*** Opening The data ***

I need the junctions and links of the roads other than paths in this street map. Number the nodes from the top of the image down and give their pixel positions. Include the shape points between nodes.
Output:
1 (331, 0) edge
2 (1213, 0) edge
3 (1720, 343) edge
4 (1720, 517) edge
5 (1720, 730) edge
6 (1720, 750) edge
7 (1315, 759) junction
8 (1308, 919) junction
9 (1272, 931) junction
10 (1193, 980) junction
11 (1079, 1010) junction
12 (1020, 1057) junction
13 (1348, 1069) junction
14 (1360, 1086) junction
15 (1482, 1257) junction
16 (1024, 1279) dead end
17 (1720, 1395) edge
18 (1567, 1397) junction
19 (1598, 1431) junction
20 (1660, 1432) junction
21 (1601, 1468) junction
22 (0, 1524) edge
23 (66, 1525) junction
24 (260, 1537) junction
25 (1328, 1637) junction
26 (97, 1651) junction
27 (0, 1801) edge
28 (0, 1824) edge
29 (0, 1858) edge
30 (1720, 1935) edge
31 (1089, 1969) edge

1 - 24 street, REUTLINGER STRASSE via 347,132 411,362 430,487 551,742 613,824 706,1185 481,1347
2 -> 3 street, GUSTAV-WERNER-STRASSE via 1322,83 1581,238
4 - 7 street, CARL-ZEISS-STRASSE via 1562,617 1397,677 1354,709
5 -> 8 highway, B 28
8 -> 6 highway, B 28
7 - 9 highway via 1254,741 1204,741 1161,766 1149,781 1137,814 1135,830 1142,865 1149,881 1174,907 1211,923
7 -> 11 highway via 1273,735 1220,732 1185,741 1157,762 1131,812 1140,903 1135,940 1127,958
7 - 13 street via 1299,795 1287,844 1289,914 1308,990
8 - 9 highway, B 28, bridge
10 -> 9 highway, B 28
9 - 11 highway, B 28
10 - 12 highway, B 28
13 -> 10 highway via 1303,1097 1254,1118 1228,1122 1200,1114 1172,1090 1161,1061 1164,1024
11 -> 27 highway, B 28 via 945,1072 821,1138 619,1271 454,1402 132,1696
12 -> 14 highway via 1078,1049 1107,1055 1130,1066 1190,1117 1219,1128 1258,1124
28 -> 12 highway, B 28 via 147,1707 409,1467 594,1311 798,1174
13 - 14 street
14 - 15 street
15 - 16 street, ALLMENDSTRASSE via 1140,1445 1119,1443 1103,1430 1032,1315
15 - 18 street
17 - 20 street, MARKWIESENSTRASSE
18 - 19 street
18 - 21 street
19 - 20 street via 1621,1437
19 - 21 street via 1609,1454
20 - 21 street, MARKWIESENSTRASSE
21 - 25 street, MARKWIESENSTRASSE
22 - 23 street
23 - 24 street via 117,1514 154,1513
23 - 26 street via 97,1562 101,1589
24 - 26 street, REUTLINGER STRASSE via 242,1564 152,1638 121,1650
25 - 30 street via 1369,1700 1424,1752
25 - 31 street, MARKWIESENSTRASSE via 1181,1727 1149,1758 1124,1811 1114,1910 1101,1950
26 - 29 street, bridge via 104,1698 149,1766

*** Closing The data ***

All the records above need to be transcribed exactly and in full.

I need the junctions and links of the roads other than paths in this street map. Number the nodes from the top of the image down and give their pixel positions. Include the shape points between nodes.
Output:
1 (331, 0) edge
2 (1213, 0) edge
3 (1720, 343) edge
4 (1720, 517) edge
5 (1720, 730) edge
6 (1720, 750) edge
7 (1315, 759) junction
8 (1308, 919) junction
9 (1272, 931) junction
10 (1193, 980) junction
11 (1079, 1010) junction
12 (1020, 1057) junction
13 (1348, 1069) junction
14 (1360, 1086) junction
15 (1482, 1257) junction
16 (1024, 1279) dead end
17 (1720, 1395) edge
18 (1567, 1397) junction
19 (1598, 1431) junction
20 (1660, 1432) junction
21 (1601, 1468) junction
22 (0, 1524) edge
23 (66, 1525) junction
24 (260, 1537) junction
25 (1328, 1637) junction
26 (97, 1651) junction
27 (0, 1801) edge
28 (0, 1824) edge
29 (0, 1858) edge
30 (1720, 1935) edge
31 (1089, 1969) edge

1 - 24 street, REUTLINGER STRASSE via 347,132 411,362 430,487 551,742 613,824 706,1185 481,1347
2 -> 3 street, GUSTAV-WERNER-STRASSE via 1322,83 1581,238
4 - 7 street, CARL-ZEISS-STRASSE via 1562,617 1397,677 1354,709
5 -> 8 highway, B 28
8 -> 6 highway, B 28
7 - 9 highway via 1254,741 1204,741 1161,766 1149,781 1137,814 1135,830 1142,865 1149,881 1174,907 1211,923
7 -> 11 highway via 1273,735 1220,732 1185,741 1157,762 1131,812 1140,903 1135,940 1127,958
7 - 13 street via 1299,795 1287,844 1289,914 1308,990
8 - 9 highway, B 28, bridge
10 -> 9 highway, B 28
9 - 11 highway, B 28
10 - 12 highway, B 28
13 -> 10 highway via 1303,1097 1254,1118 1228,1122 1200,1114 1172,1090 1161,1061 1164,1024
11 -> 27 highway, B 28 via 945,1072 821,1138 619,1271 454,1402 132,1696
12 -> 14 highway via 1078,1049 1107,1055 1130,1066 1190,1117 1219,1128 1258,1124
28 -> 12 highway, B 28 via 147,1707 409,1467 594,1311 798,1174
13 - 14 street
14 - 15 street
15 - 16 street, ALLMENDSTRASSE via 1140,1445 1119,1443 1103,1430 1032,1315
15 - 18 street
17 - 20 street, MARKWIESENSTRASSE
18 - 19 street
18 - 21 street
19 - 20 street via 1621,1437
19 - 21 street via 1609,1454
20 - 21 street, MARKWIESENSTRASSE
21 - 25 street, MARKWIESENSTRASSE
22 - 23 street
23 - 24 street via 117,1514 154,1513
23 - 26 street via 97,1562 101,1589
24 - 26 street, REUTLINGER STRASSE via 242,1564 152,1638 121,1650
25 - 30 street via 1369,1700 1424,1752
25 - 31 street, MARKWIESENSTRASSE via 1181,1727 1149,1758 1124,1811 1114,1910 1101,1950
26 - 29 street, bridge via 104,1698 149,1766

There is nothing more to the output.